TASK BRIEF
Each line in the entries that has the word "Scott" has to be copied.

DATA EXCERPTS

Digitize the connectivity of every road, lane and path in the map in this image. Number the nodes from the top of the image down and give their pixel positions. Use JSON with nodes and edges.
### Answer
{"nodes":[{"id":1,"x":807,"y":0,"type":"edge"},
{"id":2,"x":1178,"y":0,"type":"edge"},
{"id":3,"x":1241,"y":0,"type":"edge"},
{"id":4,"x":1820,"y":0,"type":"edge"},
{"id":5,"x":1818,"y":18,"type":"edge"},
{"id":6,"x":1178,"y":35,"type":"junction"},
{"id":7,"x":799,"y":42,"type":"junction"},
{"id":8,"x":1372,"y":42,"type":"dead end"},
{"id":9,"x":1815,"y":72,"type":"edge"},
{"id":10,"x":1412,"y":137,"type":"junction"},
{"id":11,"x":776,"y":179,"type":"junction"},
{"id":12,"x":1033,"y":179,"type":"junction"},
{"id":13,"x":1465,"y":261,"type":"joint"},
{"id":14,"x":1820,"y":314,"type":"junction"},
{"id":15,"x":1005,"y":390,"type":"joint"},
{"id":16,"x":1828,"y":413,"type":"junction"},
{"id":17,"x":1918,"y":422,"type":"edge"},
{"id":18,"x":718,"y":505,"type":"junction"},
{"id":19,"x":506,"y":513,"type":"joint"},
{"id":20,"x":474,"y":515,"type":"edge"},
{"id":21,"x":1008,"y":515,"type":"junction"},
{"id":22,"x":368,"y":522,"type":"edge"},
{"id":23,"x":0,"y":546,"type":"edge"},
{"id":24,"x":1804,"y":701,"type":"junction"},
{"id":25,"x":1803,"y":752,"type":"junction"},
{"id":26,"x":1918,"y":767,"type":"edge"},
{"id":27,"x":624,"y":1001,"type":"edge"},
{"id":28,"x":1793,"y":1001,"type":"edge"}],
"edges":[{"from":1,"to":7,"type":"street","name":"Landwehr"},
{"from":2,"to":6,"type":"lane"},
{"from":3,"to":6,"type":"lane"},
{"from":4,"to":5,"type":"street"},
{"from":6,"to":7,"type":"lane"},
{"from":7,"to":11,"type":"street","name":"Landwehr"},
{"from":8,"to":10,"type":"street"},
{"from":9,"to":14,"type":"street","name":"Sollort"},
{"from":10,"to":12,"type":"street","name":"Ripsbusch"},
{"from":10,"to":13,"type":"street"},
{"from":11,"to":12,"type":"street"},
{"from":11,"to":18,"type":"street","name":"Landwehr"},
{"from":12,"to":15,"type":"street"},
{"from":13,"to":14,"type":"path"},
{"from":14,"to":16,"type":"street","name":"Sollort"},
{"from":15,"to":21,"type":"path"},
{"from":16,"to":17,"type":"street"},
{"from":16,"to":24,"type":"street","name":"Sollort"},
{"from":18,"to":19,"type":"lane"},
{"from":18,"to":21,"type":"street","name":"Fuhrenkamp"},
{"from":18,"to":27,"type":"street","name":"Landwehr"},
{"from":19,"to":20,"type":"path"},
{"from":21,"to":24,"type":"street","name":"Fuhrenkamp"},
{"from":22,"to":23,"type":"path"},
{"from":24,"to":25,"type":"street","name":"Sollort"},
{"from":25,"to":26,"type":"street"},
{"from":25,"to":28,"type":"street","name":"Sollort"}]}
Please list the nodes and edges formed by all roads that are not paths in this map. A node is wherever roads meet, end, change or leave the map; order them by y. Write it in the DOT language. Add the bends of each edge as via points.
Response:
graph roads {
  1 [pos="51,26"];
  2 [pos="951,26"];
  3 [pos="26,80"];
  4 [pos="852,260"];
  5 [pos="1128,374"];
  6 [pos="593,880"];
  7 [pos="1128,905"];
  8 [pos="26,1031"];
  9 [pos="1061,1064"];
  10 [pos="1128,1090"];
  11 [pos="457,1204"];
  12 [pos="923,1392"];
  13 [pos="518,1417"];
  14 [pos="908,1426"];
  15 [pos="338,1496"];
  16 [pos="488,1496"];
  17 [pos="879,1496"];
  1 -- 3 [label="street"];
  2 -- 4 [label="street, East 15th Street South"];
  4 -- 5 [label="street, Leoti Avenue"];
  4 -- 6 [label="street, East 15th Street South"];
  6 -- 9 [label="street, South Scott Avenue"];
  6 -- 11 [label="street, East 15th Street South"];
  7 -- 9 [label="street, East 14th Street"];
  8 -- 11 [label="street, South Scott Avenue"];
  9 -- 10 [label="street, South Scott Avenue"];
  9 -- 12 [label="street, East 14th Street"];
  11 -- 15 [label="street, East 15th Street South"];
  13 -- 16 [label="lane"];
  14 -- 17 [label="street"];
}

SOLUTION
  6 -- 9 [label="street, South Scott Avenue"];
  8 -- 11 [label="street, South Scott Avenue"];
  9 -- 10 [label="street, South Scott Avenue"];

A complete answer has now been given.